---------- RECORDS ----------

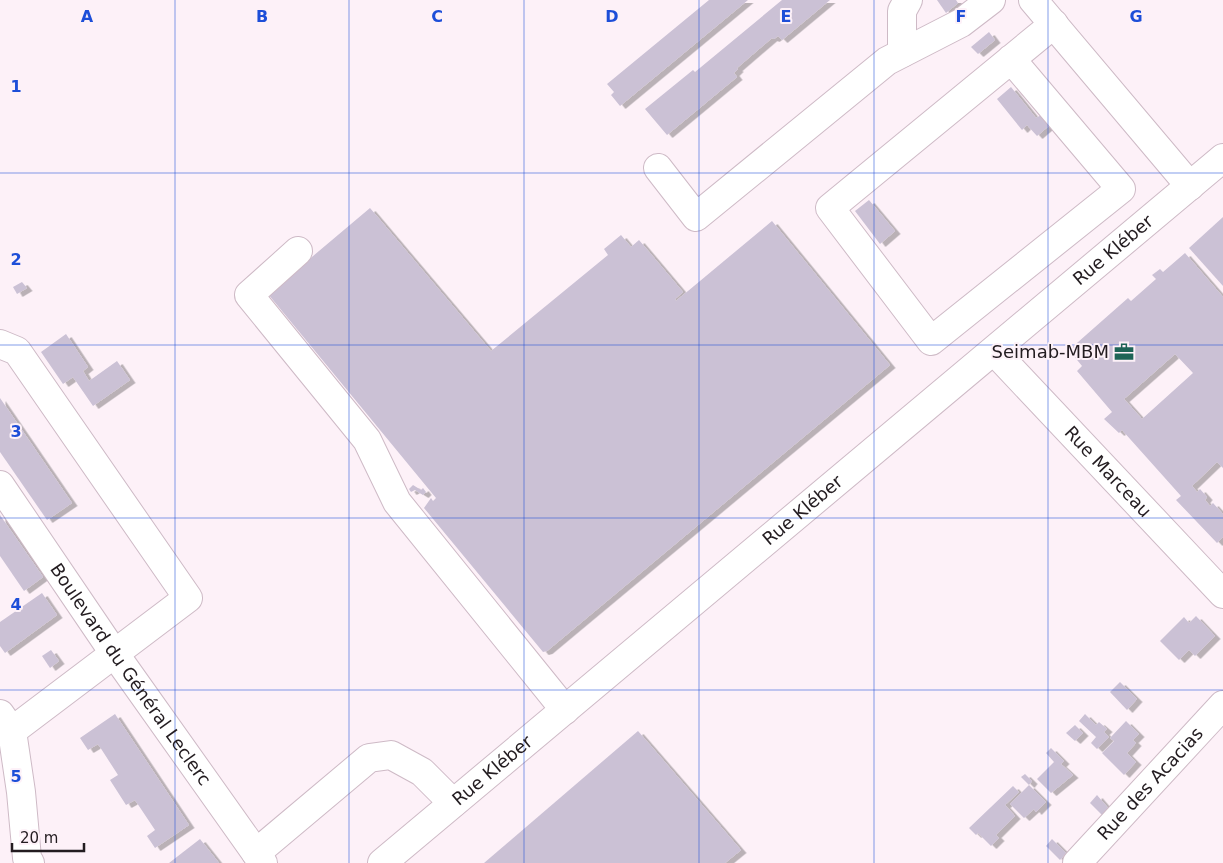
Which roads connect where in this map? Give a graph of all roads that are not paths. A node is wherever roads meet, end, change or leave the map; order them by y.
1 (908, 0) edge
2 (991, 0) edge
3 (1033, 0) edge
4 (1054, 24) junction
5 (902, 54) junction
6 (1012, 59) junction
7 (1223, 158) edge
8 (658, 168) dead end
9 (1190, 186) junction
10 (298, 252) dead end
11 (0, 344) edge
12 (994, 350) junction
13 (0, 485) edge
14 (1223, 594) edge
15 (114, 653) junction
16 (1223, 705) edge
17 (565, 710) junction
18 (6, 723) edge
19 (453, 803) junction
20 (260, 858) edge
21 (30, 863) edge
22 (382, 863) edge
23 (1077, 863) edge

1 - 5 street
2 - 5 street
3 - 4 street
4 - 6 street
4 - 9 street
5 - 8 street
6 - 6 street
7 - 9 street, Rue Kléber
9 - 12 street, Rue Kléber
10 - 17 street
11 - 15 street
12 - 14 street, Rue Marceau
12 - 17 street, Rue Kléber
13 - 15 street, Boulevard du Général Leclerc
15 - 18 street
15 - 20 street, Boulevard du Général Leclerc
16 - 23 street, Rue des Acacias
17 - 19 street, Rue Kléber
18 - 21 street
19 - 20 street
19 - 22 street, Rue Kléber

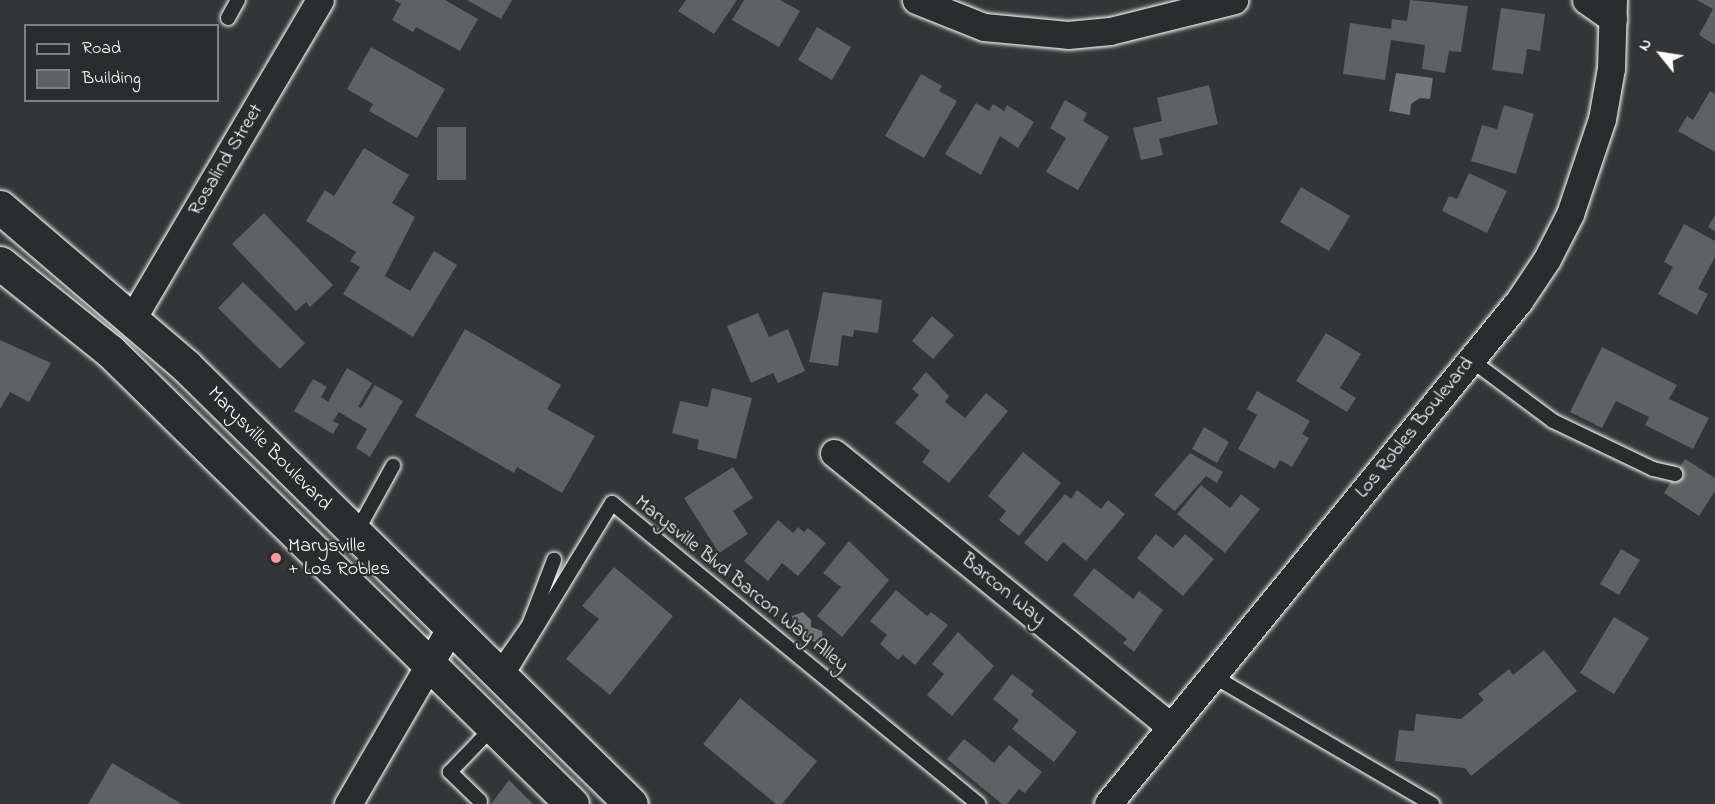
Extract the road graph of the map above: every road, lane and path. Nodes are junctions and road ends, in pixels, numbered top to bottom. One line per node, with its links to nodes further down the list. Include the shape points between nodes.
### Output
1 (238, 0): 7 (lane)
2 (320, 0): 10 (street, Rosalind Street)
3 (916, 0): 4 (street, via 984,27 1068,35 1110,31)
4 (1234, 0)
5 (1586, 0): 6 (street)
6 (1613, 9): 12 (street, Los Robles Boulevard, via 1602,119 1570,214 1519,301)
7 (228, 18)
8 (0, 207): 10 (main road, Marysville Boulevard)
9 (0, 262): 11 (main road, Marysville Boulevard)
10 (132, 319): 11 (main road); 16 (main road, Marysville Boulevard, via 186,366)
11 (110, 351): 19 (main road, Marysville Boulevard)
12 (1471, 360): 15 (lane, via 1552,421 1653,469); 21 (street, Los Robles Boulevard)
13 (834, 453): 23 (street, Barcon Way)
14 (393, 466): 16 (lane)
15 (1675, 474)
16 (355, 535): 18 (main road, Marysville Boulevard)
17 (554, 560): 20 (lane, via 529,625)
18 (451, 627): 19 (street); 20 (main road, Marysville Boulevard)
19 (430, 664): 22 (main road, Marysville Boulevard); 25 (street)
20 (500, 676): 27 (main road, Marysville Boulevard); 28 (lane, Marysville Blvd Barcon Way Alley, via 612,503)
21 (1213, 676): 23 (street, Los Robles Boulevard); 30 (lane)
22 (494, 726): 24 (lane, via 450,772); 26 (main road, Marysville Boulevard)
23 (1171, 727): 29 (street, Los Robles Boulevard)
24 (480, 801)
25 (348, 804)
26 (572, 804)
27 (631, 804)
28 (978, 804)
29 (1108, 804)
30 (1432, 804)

----------

### TASK STATEMENT:
Give every record again without changing a word. Exclude the pictures.

### TASK SOLUTION:
Which roads connect where in this map? Give a graph of all roads that are not paths. A node is wherever roads meet, end, change or leave the map; order them by y.
1 (908, 0) edge
2 (991, 0) edge
3 (1033, 0) edge
4 (1054, 24) junction
5 (902, 54) junction
6 (1012, 59) junction
7 (1223, 158) edge
8 (658, 168) dead end
9 (1190, 186) junction
10 (298, 252) dead end
11 (0, 344) edge
12 (994, 350) junction
13 (0, 485) edge
14 (1223, 594) edge
15 (114, 653) junction
16 (1223, 705) edge
17 (565, 710) junction
18 (6, 723) edge
19 (453, 803) junction
20 (260, 858) edge
21 (30, 863) edge
22 (382, 863) edge
23 (1077, 863) edge

1 - 5 street
2 - 5 street
3 - 4 street
4 - 6 street
4 - 9 street
5 - 8 street
6 - 6 street
7 - 9 street, Rue Kléber
9 - 12 street, Rue Kléber
10 - 17 street
11 - 15 street
12 - 14 street, Rue Marceau
12 - 17 street, Rue Kléber
13 - 15 street, Boulevard du Général Leclerc
15 - 18 street
15 - 20 street, Boulevard du Général Leclerc
16 - 23 street, Rue des Acacias
17 - 19 street, Rue Kléber
18 - 21 street
19 - 20 street
19 - 22 street, Rue Kléber

Extract the road graph of the map above: every road, lane and path. Nodes are junctions and road ends, in pixels, numbered top to bottom. One line per node, with its links to nodes further down the list. Include the shape points between nodes.
### Output
1 (238, 0): 7 (lane)
2 (320, 0): 10 (street, Rosalind Street)
3 (916, 0): 4 (street, via 984,27 1068,35 1110,31)
4 (1234, 0)
5 (1586, 0): 6 (street)
6 (1613, 9): 12 (street, Los Robles Boulevard, via 1602,119 1570,214 1519,301)
7 (228, 18)
8 (0, 207): 10 (main road, Marysville Boulevard)
9 (0, 262): 11 (main road, Marysville Boulevard)
10 (132, 319): 11 (main road); 16 (main road, Marysville Boulevard, via 186,366)
11 (110, 351): 19 (main road, Marysville Boulevard)
12 (1471, 360): 15 (lane, via 1552,421 1653,469); 21 (street, Los Robles Boulevard)
13 (834, 453): 23 (street, Barcon Way)
14 (393, 466): 16 (lane)
15 (1675, 474)
16 (355, 535): 18 (main road, Marysville Boulevard)
17 (554, 560): 20 (lane, via 529,625)
18 (451, 627): 19 (street); 20 (main road, Marysville Boulevard)
19 (430, 664): 22 (main road, Marysville Boulevard); 25 (street)
20 (500, 676): 27 (main road, Marysville Boulevard); 28 (lane, Marysville Blvd Barcon Way Alley, via 612,503)
21 (1213, 676): 23 (street, Los Robles Boulevard); 30 (lane)
22 (494, 726): 24 (lane, via 450,772); 26 (main road, Marysville Boulevard)
23 (1171, 727): 29 (street, Los Robles Boulevard)
24 (480, 801)
25 (348, 804)
26 (572, 804)
27 (631, 804)
28 (978, 804)
29 (1108, 804)
30 (1432, 804)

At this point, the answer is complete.